The key collaborators are Plastix in Denmark which takes delivery of all the polyethylene trawl netting waste and Polivektris in Lithuania which recycles nylon in co-operation with Norwegian company Nofir. These companies clean the used trawl gear material, reduce it and produce granules that are sold to manufacturers which then produce new yarns from the recycled material or use it to mould items.
It’s always interesting to find out where this recycled material finds a new life, and German car manufacturer BMW has decided that it will be using material from recycled trawl gear in the production of its forthcoming Neue Klasse electric car, which will be introduced in 2025. Initially this plastic material will be used for around 30% of interior fittings and various external trimmings, with the aim of increasing this proportion over the coming years.
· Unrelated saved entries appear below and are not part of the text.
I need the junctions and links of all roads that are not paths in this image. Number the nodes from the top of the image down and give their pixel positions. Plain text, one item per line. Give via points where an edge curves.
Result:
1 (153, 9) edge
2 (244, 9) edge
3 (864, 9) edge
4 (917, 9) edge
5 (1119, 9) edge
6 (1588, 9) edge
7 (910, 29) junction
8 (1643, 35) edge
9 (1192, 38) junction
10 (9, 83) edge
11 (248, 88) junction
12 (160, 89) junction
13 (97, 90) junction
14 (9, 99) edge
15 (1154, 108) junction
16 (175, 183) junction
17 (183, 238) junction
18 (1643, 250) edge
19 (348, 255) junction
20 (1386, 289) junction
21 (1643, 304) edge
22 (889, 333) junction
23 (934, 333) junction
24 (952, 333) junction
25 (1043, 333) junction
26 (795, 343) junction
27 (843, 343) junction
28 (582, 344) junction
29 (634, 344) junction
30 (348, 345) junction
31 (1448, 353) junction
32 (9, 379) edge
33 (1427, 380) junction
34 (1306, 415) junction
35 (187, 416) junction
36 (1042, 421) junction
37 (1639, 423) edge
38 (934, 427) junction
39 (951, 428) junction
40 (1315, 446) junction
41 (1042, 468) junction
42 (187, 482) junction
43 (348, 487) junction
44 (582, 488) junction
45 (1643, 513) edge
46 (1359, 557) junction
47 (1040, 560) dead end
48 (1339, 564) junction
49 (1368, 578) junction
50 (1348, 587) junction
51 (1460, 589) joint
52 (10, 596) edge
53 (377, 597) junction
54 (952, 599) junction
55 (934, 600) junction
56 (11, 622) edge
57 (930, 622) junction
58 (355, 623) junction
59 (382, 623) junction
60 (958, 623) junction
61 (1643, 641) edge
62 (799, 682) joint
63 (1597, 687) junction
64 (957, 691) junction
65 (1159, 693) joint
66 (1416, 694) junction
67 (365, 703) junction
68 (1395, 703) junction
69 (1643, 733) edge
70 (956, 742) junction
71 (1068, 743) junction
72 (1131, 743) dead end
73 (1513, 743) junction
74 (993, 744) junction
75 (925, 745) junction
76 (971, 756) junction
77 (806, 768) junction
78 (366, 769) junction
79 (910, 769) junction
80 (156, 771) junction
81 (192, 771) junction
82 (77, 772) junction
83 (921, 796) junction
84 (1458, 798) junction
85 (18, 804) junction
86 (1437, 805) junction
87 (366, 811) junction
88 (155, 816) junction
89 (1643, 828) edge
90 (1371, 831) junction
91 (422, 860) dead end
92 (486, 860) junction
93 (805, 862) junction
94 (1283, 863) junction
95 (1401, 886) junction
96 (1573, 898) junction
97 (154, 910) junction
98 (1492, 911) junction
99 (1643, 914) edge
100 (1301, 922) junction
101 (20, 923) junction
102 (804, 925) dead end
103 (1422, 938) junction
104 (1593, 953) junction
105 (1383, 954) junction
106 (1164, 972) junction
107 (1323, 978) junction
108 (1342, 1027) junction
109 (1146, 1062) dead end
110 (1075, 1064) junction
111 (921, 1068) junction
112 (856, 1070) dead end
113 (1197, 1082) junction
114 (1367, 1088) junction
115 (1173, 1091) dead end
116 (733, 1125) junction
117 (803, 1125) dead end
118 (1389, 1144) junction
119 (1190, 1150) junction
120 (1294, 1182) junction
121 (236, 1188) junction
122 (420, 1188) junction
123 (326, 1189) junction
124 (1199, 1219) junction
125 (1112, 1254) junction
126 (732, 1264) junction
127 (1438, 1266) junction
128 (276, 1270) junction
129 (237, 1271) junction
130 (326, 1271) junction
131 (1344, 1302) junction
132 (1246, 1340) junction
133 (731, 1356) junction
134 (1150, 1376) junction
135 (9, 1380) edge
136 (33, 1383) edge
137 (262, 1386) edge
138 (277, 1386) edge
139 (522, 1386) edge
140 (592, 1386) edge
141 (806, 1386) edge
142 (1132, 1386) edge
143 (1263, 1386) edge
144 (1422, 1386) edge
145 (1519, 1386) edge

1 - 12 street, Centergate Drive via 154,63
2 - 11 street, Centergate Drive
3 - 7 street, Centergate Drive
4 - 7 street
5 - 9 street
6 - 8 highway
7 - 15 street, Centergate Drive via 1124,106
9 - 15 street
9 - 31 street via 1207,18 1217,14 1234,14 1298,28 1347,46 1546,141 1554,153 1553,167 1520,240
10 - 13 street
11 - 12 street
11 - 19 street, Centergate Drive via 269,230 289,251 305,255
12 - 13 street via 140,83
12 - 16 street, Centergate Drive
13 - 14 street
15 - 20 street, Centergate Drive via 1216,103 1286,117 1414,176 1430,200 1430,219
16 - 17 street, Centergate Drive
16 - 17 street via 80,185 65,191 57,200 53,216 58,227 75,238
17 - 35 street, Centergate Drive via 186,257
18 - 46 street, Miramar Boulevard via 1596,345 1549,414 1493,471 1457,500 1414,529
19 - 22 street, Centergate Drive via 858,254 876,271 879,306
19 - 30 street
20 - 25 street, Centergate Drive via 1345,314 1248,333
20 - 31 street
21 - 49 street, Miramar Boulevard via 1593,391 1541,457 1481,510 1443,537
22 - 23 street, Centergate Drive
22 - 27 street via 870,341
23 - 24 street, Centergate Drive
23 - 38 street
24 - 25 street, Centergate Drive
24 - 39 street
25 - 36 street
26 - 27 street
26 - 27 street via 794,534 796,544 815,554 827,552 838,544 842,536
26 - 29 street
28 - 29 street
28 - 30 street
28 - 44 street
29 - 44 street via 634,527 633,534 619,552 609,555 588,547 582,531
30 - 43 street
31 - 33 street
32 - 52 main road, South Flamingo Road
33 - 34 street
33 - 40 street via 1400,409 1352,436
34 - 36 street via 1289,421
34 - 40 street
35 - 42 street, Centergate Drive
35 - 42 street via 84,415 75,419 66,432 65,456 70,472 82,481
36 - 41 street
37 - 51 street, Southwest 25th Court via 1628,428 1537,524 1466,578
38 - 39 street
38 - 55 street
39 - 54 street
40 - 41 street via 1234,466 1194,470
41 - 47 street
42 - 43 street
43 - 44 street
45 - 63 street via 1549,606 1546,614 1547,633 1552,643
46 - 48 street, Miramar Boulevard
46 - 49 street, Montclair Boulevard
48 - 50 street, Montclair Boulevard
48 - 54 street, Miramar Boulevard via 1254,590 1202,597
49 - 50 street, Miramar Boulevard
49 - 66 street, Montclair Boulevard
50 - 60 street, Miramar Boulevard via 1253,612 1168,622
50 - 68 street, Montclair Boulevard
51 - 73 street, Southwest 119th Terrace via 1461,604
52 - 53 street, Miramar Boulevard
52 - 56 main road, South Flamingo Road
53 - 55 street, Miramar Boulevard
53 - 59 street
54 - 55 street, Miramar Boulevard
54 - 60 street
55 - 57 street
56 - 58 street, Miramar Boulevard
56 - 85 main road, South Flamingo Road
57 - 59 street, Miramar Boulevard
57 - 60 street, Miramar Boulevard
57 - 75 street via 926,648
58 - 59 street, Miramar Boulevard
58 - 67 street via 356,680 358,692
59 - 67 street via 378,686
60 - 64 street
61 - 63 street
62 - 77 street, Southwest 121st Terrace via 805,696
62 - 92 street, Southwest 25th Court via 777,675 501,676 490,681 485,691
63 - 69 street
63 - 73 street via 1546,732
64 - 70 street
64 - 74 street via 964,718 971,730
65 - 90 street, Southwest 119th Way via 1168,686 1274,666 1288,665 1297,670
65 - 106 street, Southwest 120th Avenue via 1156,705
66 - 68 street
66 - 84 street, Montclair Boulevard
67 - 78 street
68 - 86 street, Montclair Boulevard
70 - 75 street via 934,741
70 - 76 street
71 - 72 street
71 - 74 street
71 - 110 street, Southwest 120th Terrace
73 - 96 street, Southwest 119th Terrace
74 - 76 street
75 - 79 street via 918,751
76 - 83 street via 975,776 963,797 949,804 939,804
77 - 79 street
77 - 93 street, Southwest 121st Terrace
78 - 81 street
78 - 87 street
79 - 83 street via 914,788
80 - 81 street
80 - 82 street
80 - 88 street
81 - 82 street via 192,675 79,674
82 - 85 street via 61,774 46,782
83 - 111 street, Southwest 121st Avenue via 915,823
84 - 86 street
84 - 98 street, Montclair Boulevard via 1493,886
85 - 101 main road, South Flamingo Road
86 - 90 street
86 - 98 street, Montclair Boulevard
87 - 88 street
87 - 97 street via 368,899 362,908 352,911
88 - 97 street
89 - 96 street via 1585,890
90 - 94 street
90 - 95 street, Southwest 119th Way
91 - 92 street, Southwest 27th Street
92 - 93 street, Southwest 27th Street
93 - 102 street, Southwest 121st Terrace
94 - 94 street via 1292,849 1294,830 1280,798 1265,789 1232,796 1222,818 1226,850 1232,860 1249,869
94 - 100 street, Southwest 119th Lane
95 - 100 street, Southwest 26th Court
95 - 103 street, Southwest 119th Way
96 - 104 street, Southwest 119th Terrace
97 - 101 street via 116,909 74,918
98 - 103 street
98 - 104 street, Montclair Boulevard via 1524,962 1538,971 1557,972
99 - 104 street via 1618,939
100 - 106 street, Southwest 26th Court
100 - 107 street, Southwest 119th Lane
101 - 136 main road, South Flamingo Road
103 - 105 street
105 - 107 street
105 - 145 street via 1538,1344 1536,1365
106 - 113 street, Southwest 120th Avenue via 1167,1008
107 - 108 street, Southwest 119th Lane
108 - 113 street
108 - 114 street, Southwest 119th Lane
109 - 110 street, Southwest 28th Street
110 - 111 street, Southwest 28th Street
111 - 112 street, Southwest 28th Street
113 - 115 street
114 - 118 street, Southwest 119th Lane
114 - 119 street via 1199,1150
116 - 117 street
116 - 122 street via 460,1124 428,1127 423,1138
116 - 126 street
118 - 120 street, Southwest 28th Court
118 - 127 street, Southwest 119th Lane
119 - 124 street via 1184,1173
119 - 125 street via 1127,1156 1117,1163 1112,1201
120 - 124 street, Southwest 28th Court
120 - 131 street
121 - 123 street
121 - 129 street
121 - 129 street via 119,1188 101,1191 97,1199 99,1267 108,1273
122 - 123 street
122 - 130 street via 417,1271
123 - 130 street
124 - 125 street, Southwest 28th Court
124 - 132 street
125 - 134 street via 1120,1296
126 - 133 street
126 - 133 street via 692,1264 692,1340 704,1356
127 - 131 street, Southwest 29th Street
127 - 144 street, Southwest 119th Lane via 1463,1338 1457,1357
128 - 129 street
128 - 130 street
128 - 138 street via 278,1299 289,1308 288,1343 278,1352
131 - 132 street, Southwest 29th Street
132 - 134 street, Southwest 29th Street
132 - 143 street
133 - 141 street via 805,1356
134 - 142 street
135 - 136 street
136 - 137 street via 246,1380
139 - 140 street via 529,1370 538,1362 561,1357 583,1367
This has been announced by BMW, which also explained that the used fishing gear is efficiently collected in ports around the world to prevent plastic material ending up in the ocean. There’s a lot to play for here, as recycled plastic has a carbon footprint 30% lower than that of virgin plastic. BMW has stated that it intends to make every effort to reduce CO2 emissions into the atmosphere and using recycled fishing gear is part of that process.
According to a BMW representative, recycled nylon forms the basis of production of floor mats for the BMW iX and the new BMW X1. The recycled material carries the Econyl brand name and is manufactured by Slovakian company Aquafil, using granules from Polivektris and Nofir in Lithuania.
The recycled polyethylene granules that BMW expects to use in producing trim, fittings and other plastic electric car components originate from Danish company Plastix. This material can be used in numerous ways during the production process, as the plastic material used in trawl gear is of a high quality. The managers of BMW Group have set themselves the target of increasing the current level of 20% recycled material in their cars to 40% by 2030.
Hampiðjan CEO Hjörtur Erlendsson welcomes BMW’s initiative and states that it dovetails with Hampiðjan’s environmental policy.
‘All used fishing gear we receive from our customers and is graded and sent for recycling at Plastix in Denmark and Polivektris in Lithuania, so it’s certain that our material will find its way to BMW in the future. Hampiðjan, fishing companies and fishermen can be satisfied that fishing gear that has outlived its usefulness gets a second life as part of BMW’s quality cars,’ he said.